**Your instructions**: Would you copy out each line of the records below that includes the word "Горностаева"?

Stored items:
◆ ◆ ◆

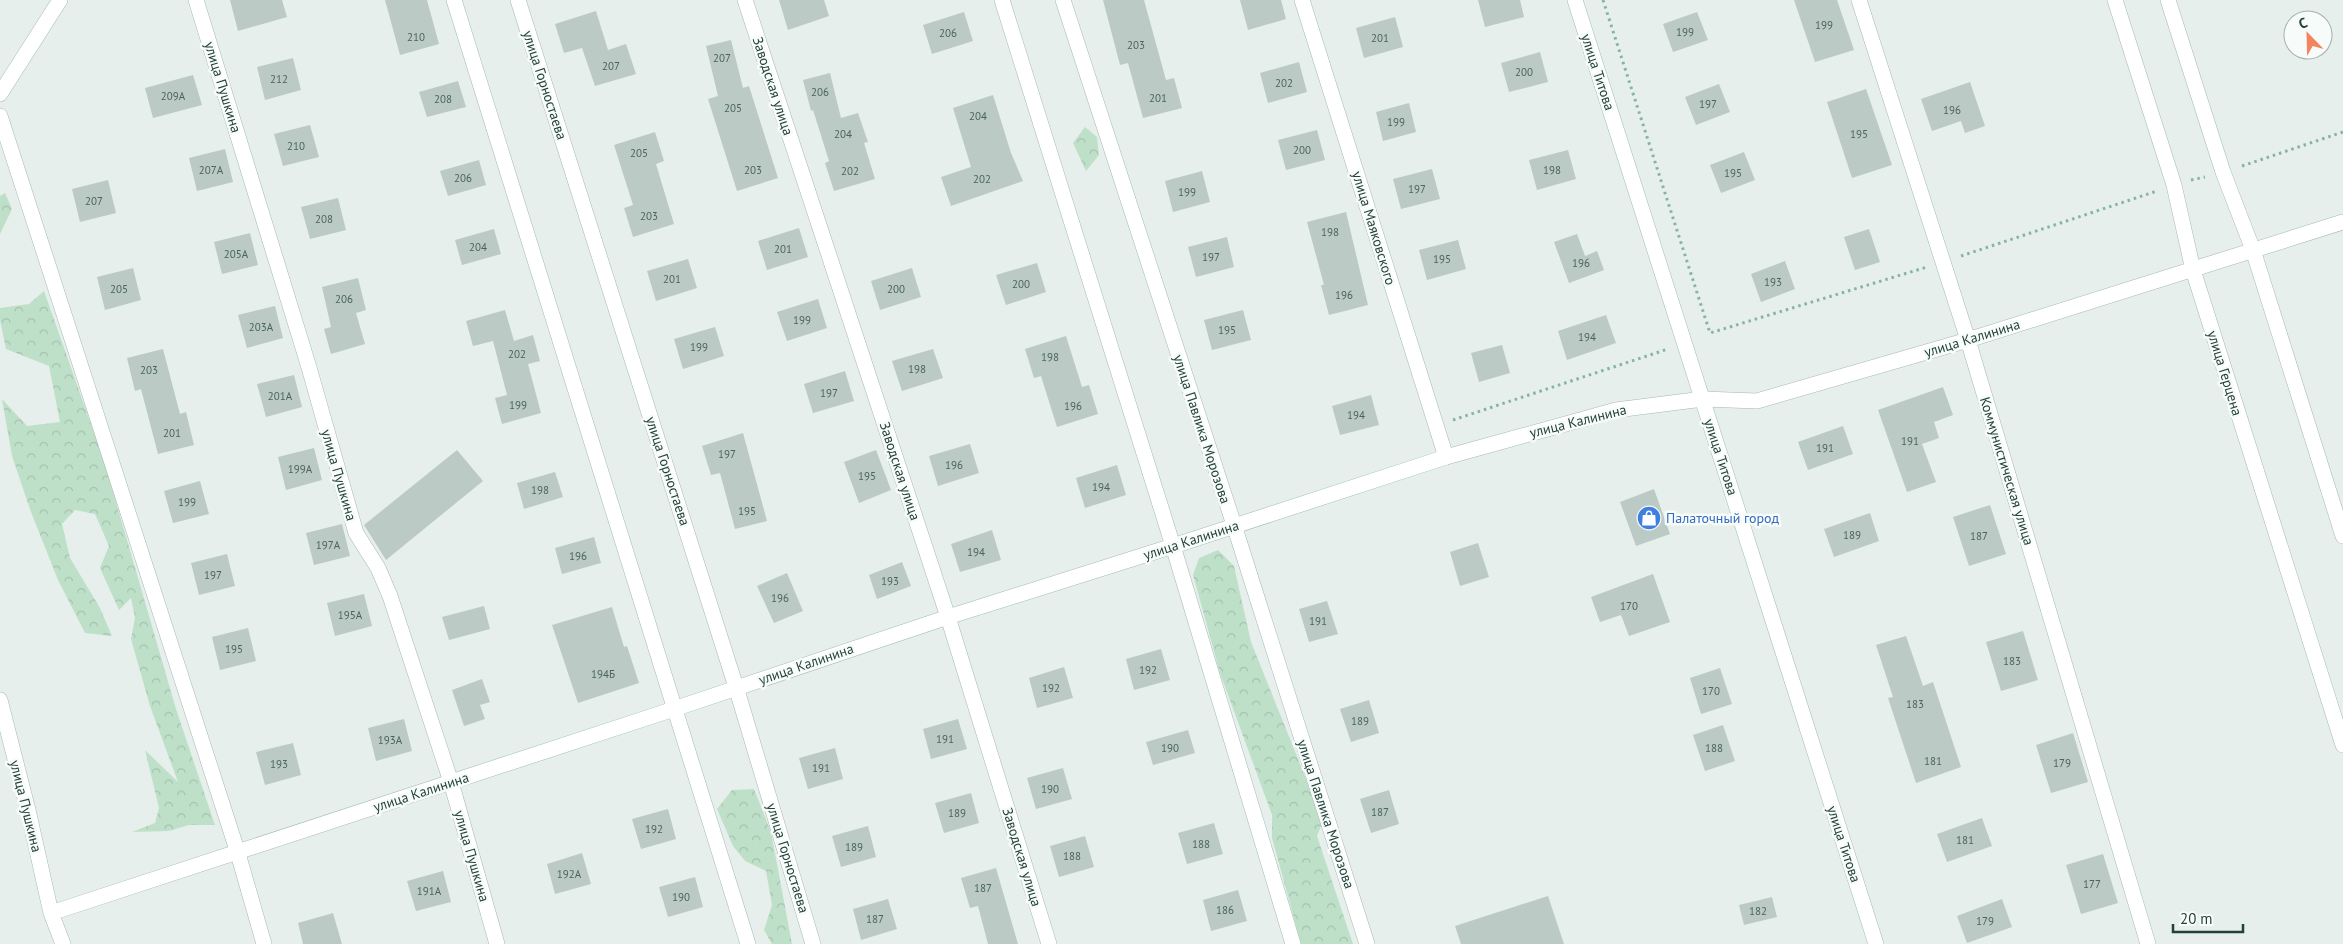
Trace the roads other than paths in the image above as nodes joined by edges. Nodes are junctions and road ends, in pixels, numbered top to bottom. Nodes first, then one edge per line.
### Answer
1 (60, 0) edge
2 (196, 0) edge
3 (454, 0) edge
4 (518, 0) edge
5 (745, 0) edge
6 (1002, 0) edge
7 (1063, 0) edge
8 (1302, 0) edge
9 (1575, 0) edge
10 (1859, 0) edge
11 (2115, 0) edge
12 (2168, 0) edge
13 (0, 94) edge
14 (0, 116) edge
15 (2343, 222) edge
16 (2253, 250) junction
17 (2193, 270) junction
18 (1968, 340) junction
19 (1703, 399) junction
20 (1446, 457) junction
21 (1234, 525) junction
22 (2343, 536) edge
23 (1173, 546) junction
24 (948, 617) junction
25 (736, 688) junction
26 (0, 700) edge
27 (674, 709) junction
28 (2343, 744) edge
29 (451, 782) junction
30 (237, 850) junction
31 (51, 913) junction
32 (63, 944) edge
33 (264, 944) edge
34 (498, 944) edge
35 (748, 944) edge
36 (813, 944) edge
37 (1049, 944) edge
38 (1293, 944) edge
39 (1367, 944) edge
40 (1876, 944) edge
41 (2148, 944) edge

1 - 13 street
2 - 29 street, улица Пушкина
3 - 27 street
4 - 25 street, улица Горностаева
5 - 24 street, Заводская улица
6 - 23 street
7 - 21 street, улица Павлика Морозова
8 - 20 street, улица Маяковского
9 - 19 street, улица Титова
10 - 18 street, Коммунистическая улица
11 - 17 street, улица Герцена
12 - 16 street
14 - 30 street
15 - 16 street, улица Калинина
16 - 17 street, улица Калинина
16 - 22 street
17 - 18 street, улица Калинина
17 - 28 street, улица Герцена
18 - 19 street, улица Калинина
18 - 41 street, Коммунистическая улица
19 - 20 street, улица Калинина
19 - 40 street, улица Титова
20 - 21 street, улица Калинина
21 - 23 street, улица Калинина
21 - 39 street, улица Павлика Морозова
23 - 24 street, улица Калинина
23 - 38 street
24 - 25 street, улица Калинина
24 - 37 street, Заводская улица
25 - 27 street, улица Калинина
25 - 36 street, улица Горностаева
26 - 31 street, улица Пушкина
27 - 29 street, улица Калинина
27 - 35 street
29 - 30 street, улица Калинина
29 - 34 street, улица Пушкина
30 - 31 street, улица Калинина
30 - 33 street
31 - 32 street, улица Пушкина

◆ ◆ ◆

**Response area**:
4 - 25 street, улица Горностаева
25 - 36 street, улица Горностаева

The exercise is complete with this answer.